Snapshot reconciliation finishes, `readyToUse: true` is set on the `VirtualMachineSnapshot`, and the VM continues to run — so despite the noisy guest log, the snapshot data is valid.

## Root Cause

The VSS error comes from an interaction between `qemu-guest-agent` on the Windows guest and the Windows VSS `IVssWriterCallback` interface. When the guest agent initiates the freeze required for a crash-consistent or application-consistent snapshot, it queries each registered VSS writer. The System Writer returns `hr = 0x80070005` (access denied) for the callback interface probe, which VSS logs at error severity even though the freeze/thaw sequence that the guest agent actually needs succeeds afterwards. The event is a benign side effect of the probe, not of the snapshot operation itself. The underlying behaviour is tracked upstream in the QEMU / guest agent projects and does not affect snapshot integrity.

## Resolution

No action is required on the VM, on the snapshot, or on ACP virtualization — the snapshot produced is consistent and can be restored from. Treat the 8194 entry as informational on Windows guests running `qemu-guest-agent` against KubeVirt.

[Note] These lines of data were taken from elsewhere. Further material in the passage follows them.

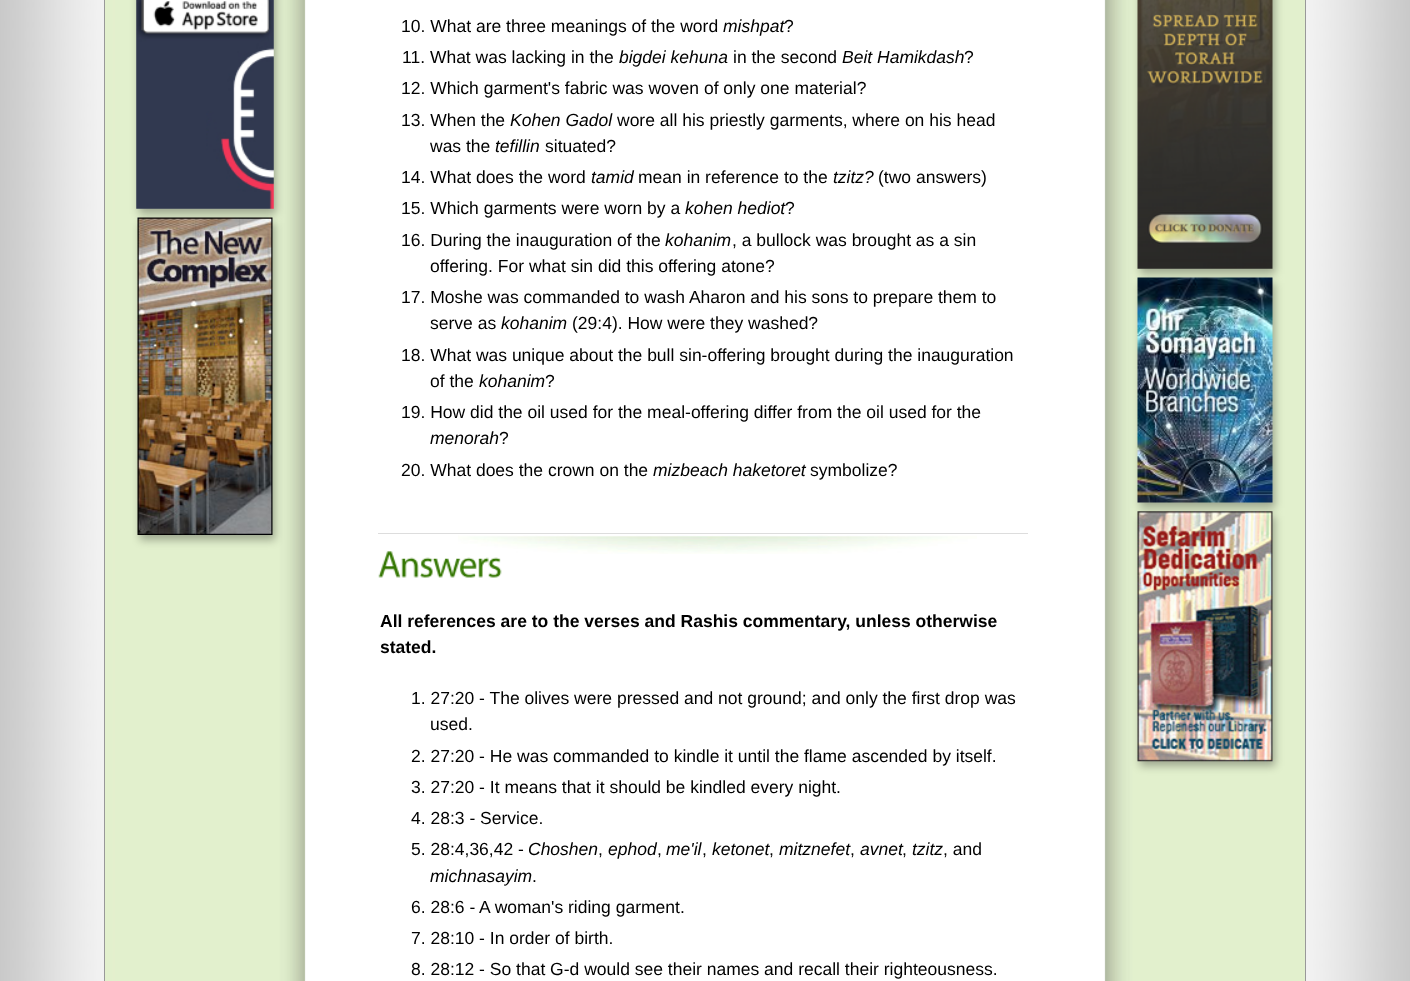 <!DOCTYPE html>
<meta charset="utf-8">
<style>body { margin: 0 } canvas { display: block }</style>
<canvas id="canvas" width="1410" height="981"></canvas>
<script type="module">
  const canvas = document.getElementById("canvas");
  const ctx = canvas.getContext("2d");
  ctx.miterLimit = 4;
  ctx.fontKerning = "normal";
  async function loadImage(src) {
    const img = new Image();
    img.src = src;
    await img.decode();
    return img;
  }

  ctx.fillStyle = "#ffffff";
  ctx.fillRect(0, 0, 1410, 981);
  ctx.drawImage(await loadImage("img1.png"), 0, 0, 1410, 981);
  ctx.fillStyle = "#999999";
  ctx.fillRect(1305, 0, 1, 981);
  ctx.fillRect(104, 0, 1, 981);
  ctx.drawImage(await loadImage("img2.png"), 105, 0, 1200, 981);
  ctx.fillStyle = "rgba(0, 0, 0, 0.3)";
  ctx.filter = "blur(4.5px)";
  ctx.beginPath();
  ctx.rect(139, -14, 137, 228);
  ctx.fill();
  ctx.filter = "none";
  ctx.drawImage(await loadImage("img3.png"), 136, 0, 138, 209);
  ctx.filter = "blur(4.5px)";
  ctx.beginPath();
  ctx.rect(140, 223, 135, 317);
  ctx.fill();
  ctx.filter = "none";
  ctx.drawImage(await loadImage("img4.png"), 137, 217, 136, 318);
  ctx.font = "17.5px Liberation Sans";
  ctx.fillStyle = "#000000";
  ctx.fillText("10. What are three meanings of the word", 401, 32);
  ctx.font = "italic 17.5px Liberation Sans";
  ctx.fillText("mishpat", 723, 32);
  ctx.font = "17.5px Liberation Sans";
  ctx.fillText("?", 784, 32);
  ctx.fillText("11. What was lacking in the", 402, 63);
  ctx.font = "italic 17.5px Liberation Sans";
  ctx.fillText("bigdei kehuna", 619, 63);
  ctx.font = "17.5px Liberation Sans";
  ctx.fillText("in the second", 733, 63);
  ctx.font = "italic 17.5px Liberation Sans";
  ctx.fillText("Beit Hamikdash", 842, 63);
  ctx.font = "17.5px Liberation Sans";
  ctx.fillText("?", 964, 63);
  ctx.fillText("12. Which garment's fabric was woven of only one material?", 401, 94);
  ctx.fillText("13. When the", 401, 126);
  ctx.font = "italic 17.5px Liberation Sans";
  ctx.fillText("Kohen Gadol", 510, 126);
  ctx.font = "17.5px Liberation Sans";
  ctx.fillText("wore all his priestly garments, where on his head", 617, 126);
  ctx.fillText("was the", 430, 152);
  ctx.font = "italic 17.5px Liberation Sans";
  ctx.fillText("tefillin", 495, 152);
  ctx.font = "17.5px Liberation Sans";
  ctx.fillText("situated?", 545, 152);
  ctx.fillText("14. What does the word", 401, 183);
  ctx.font = "italic 17.5px Liberation Sans";
  ctx.fillText("tamid", 591, 183);
  ctx.font = "17.5px Liberation Sans";
  ctx.fillText("mean in reference to the", 638, 183);
  ctx.font = "italic 17.5px Liberation Sans";
  ctx.fillText("tzitz?", 833, 183);
  ctx.font = "17.5px Liberation Sans";
  ctx.fillText("(two answers)", 878, 183);
  ctx.fillText("15. Which garments were worn by a", 401, 214);
  ctx.font = "italic 17.5px Liberation Sans";
  ctx.fillText("kohen hediot", 685, 214);
  ctx.font = "17.5px Liberation Sans";
  ctx.fillText("?", 785, 214);
  ctx.fillText("16. During the inauguration of the", 401, 246);
  ctx.font = "italic 17.5px Liberation Sans";
  ctx.fillText("kohanim", 665, 246);
  ctx.font = "17.5px Liberation Sans";
  ctx.fillText(", a bullock was brought as a sin", 732, 246);
  ctx.fillText("offering. For what sin did this offering atone?", 430, 272);
  ctx.fillText("17. Moshe was commanded to wash Aharon and his sons to prepare them to", 401, 303);
  ctx.fillText("serve as", 430, 329);
  ctx.font = "italic 17.5px Liberation Sans";
  ctx.fillText("kohanim", 501, 329);
  ctx.font = "17.5px Liberation Sans";
  ctx.fillText("(29:4). How were they washed?", 572, 329);
  ctx.fillText("18. What was unique about the bull sin-offering brought during the inauguration", 401, 361);
  ctx.fillText("of the", 430, 387);
  ctx.font = "italic 17.5px Liberation Sans";
  ctx.fillText("kohanim", 479, 387);
  ctx.font = "17.5px Liberation Sans";
  ctx.fillText("?", 545, 387);
  ctx.fillText("19. How did the oil used for the meal-offering differ from the oil used for the", 401, 418);
  ctx.font = "italic 17.5px Liberation Sans";
  ctx.fillText("menorah", 430, 444);
  ctx.font = "17.5px Liberation Sans";
  ctx.fillText("?", 499, 444);
  ctx.fillText("20. What does the crown on the", 401, 476);
  ctx.font = "italic 17.5px Liberation Sans";
  ctx.fillText("mizbeach haketoret", 653, 476);
  ctx.font = "17.5px Liberation Sans";
  ctx.fillText("symbolize?", 810, 476);
  ctx.drawImage(await loadImage("img5.png"), 458, 535, 519, 19);
  ctx.fillStyle = "#dddddd";
  ctx.fillRect(378, 533, 650, 1);
  ctx.drawImage(await loadImage("img6.png"), 378, 551, 124, 27);
  ctx.font = "bold 17.5px Liberation Sans";
  ctx.fillStyle = "#000000";
  ctx.fillText("All references are to the verses and Rashis commentary, unless otherwise", 380, 627);
  ctx.fillText("stated.", 380, 653);
  ctx.font = "17.5px Liberation Sans";
  ctx.fillText("1. 27:20 - The olives were pressed and not ground; and only the first drop was", 411, 704);
  ctx.fillText("used.", 430, 730);
  ctx.fillText("2. 27:20 - He was commanded to kindle it until the flame ascended by itself.", 411, 762);
  ctx.fillText("3. 27:20 - It means that it should be kindled every night.", 411, 793);
  ctx.fillText("4. 28:3 - Service.", 411, 824);
  ctx.fillText("5. 28:4,36,42 -", 411, 855);
  ctx.font = "italic 17.5px Liberation Sans";
  ctx.fillText("Choshen", 528, 855);
  ctx.font = "17.5px Liberation Sans";
  ctx.fillText(",", 598, 855);
  ctx.font = "italic 17.5px Liberation Sans";
  ctx.fillText("ephod", 608, 855);
  ctx.font = "17.5px Liberation Sans";
  ctx.fillText(",", 657, 855);
  ctx.font = "italic 17.5px Liberation Sans";
  ctx.fillText("me'il", 666, 855);
  ctx.font = "17.5px Liberation Sans";
  ctx.fillText(",", 702, 855);
  ctx.font = "italic 17.5px Liberation Sans";
  ctx.fillText("ketonet", 712, 855);
  ctx.font = "17.5px Liberation Sans";
  ctx.fillText(",", 769, 855);
  ctx.font = "italic 17.5px Liberation Sans";
  ctx.fillText("mitznefet", 779, 855);
  ctx.font = "17.5px Liberation Sans";
  ctx.fillText(",", 850, 855);
  ctx.font = "italic 17.5px Liberation Sans";
  ctx.fillText("avnet", 860, 855);
  ctx.font = "17.5px Liberation Sans";
  ctx.fillText(",", 902, 855);
  ctx.font = "italic 17.5px Liberation Sans";
  ctx.fillText("tzitz", 912, 855);
  ctx.font = "17.5px Liberation Sans";
  ctx.fillText(", and", 943, 855);
  ctx.font = "italic 17.5px Liberation Sans";
  ctx.fillText("michnasayim", 430, 882);
  ctx.font = "17.5px Liberation Sans";
  ctx.fillText(".", 532, 882);
  ctx.fillText("6. 28:6 - A woman's riding garment.", 411, 913);
  ctx.fillText("7. 28:10 - In order of birth.", 411, 944);
  ctx.fillText("8. 28:12 - So that G-d would see their names and recall their righteousness.", 411, 975);
  ctx.fillStyle = "rgba(0, 0, 0, 0.3)";
  ctx.filter = "blur(4.5px)";
  ctx.beginPath();
  ctx.rect(1140, -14, 135, 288);
  ctx.fill();
  ctx.filter = "none";
  ctx.drawImage(await loadImage("img7.png"), 1137, 0, 136, 269);
  ctx.filter = "blur(4.5px)";
  ctx.beginPath();
  ctx.rect(1140, 283, 135, 225);
  ctx.fill();
  ctx.filter = "none";
  ctx.drawImage(await loadImage("img8.png"), 1137, 277, 136, 226);
  ctx.filter = "blur(4.5px)";
  ctx.beginPath();
  ctx.rect(1140, 516, 135, 250);
  ctx.fill();
  ctx.filter = "none";
  ctx.drawImage(await loadImage("img9.png"), 1137, 511, 136, 251);
</script>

If downstream monitoring rules (SIEM, log ingestion) alert on any `VSS` error, add a filter for event ID 8194 with `Source: VSS` scoped to VM guests managed by ACP virtualization so that snapshot-driven noise does not trigger incidents. Keep the guest agent installed and running — removing it to silence the log entry would lose filesystem freeze/thaw coordination, which is required for consistent snapshots of running Windows VMs.

Track the guest agent package updates; when a revised `qemu-guest-agent` build that suppresses the probe is shipped via the ACP virtualization guest-tools channel, update the VM's installed agent to eliminate the event.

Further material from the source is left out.